Увы, когда советский режим с его Союзом писателей, цензурой, присмотром КГБ рухнул, в литературных кругах победили нравы и обычаи совсем не «МетрОпольские»... И в этом смысле опыт создания альманаха и сплочения вокруг него замечательных, но таких разных людей, так и остался уникальным. Недостижимо идеальным.

Ну а для нашего героя «МетрОполь» означал и самый резкий, может быть, поворот в судьбе, изобилующей, как мы видели, резкими поворотами – с одной стороны. А с другой – приобретение литературной зрелости. Из эпопеи с «МетрОполем» наш герой выходит писателем зрелым, признанным (хоть и признанным по-разному, в КГБ, понятно, это было признание его как устойчиво «не своего»). Опыт бесценный, хотя и давшийся тяжело. Поставивший в какой-то момент его существование на грань гражданской смерти.

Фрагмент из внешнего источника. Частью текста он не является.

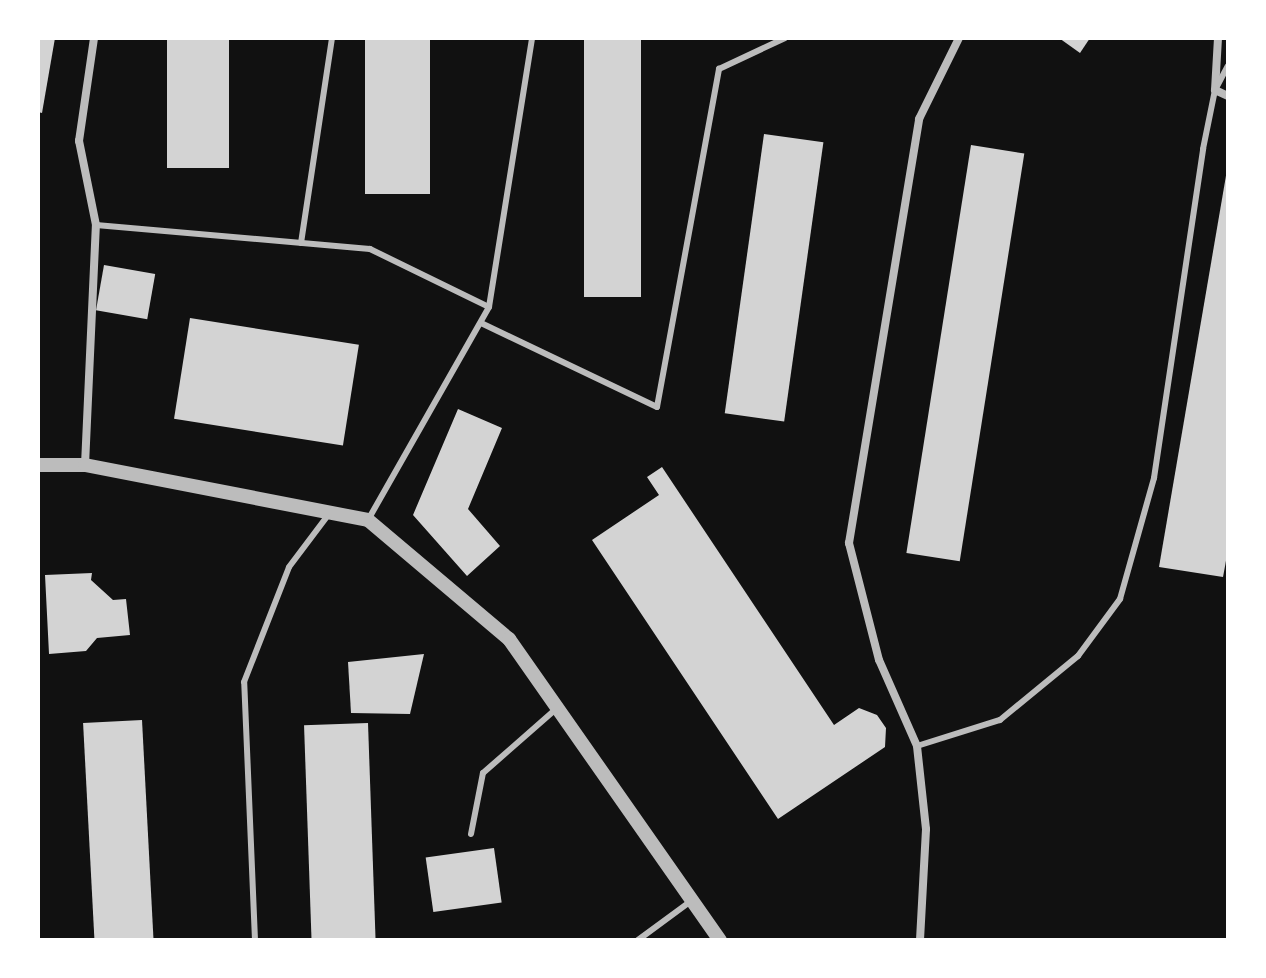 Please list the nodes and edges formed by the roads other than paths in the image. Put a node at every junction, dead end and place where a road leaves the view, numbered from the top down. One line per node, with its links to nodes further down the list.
1 (94, 38): 10 (street)
2 (332, 38): 11 (lane)
3 (532, 38): 12 (lane)
4 (785, 38): 13 (lane)
5 (959, 38): 19 (street)
6 (1218, 38): 8 (street)
7 (1228, 66): 8 (lane)
8 (1215, 90): 9 (street); 19 (lane)
9 (1228, 96)
10 (96, 225): 11 (lane); 15 (street)
11 (301, 243): 12 (lane)
12 (489, 307): 13 (lane)
13 (481, 323): 17 (lane)
14 (38, 465): 15 (street)
15 (85, 465): 16 (street)
16 (333, 509): 17 (street); 22 (lane)
17 (368, 520): 18 (street)
18 (559, 707): 20 (lane); 21 (street)
19 (917, 746): 25 (street)
20 (471, 834)
21 (691, 901): 23 (lane); 24 (street)
22 (255, 940)
23 (638, 940)
24 (720, 940)
25 (920, 940) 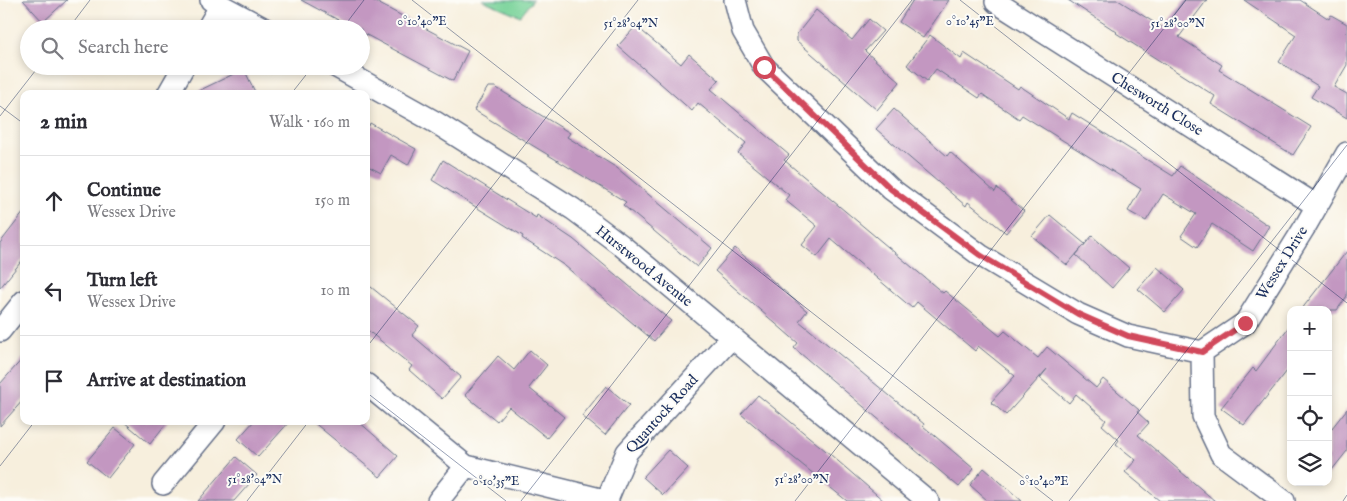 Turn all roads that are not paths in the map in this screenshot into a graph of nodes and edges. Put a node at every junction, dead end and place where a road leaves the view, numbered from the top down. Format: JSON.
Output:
{"nodes":[{"id":1,"x":735,"y":0,"type":"edge"},
{"id":2,"x":996,"y":2,"type":"dead end"},
{"id":3,"x":216,"y":3,"type":"edge"},
{"id":4,"x":210,"y":20,"type":"edge"},
{"id":5,"x":248,"y":20,"type":"edge"},
{"id":6,"x":179,"y":75,"type":"edge"},
{"id":7,"x":351,"y":75,"type":"edge"},
{"id":8,"x":170,"y":90,"type":"edge"},
{"id":9,"x":1347,"y":153,"type":"edge"},
{"id":10,"x":1317,"y":206,"type":"junction"},
{"id":11,"x":20,"y":307,"type":"edge"},
{"id":12,"x":0,"y":331,"type":"edge"},
{"id":13,"x":731,"y":338,"type":"junction"},
{"id":14,"x":1202,"y":352,"type":"junction"},
{"id":15,"x":370,"y":387,"type":"edge"},
{"id":16,"x":212,"y":425,"type":"edge"},
{"id":17,"x":466,"y":466,"type":"junction"},
{"id":18,"x":163,"y":484,"type":"dead end"},
{"id":19,"x":438,"y":501,"type":"edge"},
{"id":20,"x":608,"y":501,"type":"edge"},
{"id":21,"x":928,"y":501,"type":"edge"},
{"id":22,"x":1284,"y":501,"type":"edge"}],
"edges":[{"from":1,"to":14,"type":"street"},
{"from":2,"to":10,"type":"street","name":"Chesworth Close"},
{"from":3,"to":4,"type":"street"},
{"from":3,"to":5,"type":"street"},
{"from":6,"to":8,"type":"street"},
{"from":7,"to":13,"type":"street","name":"Hurstwood Avenue"},
{"from":9,"to":10,"type":"street","name":"Wessex Drive"},
{"from":10,"to":14,"type":"street","name":"Wessex Drive"},
{"from":11,"to":12,"type":"street"},
{"from":13,"to":20,"type":"street","name":"Quantock Road"},
{"from":13,"to":21,"type":"street","name":"Hurstwood Avenue"},
{"from":14,"to":22,"type":"street"},
{"from":15,"to":17,"type":"street"},
{"from":16,"to":18,"type":"street"},
{"from":17,"to":19,"type":"street"},
{"from":17,"to":20,"type":"street"}]}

Итак, наш герой, покинув Красноярск, живет в подмосковном Дмитрове. Живет, между прочим, и не тужит. Вот как он вспоминает это сам: «Я жил тогда в городе Дмитрове Московской области, обменяв трехкомнатную квартиру в центре города К., стоящего на великой сибирской реке Е., впадающей в Ледовитый океан, на четвертушку шлакобетонного барака в рабочем поселке завода фрезерных станков, которому острые на язык аборигены дали название «негритянский поселок». Потому что из всех достижений цивилизации ХХ века там имелось лишь электричество. Сортир был на три барака один, газа не было даже баллонного, Интернет еще не изобрели. Я там был очень доволен жизнью, как мещанин, и счастлив».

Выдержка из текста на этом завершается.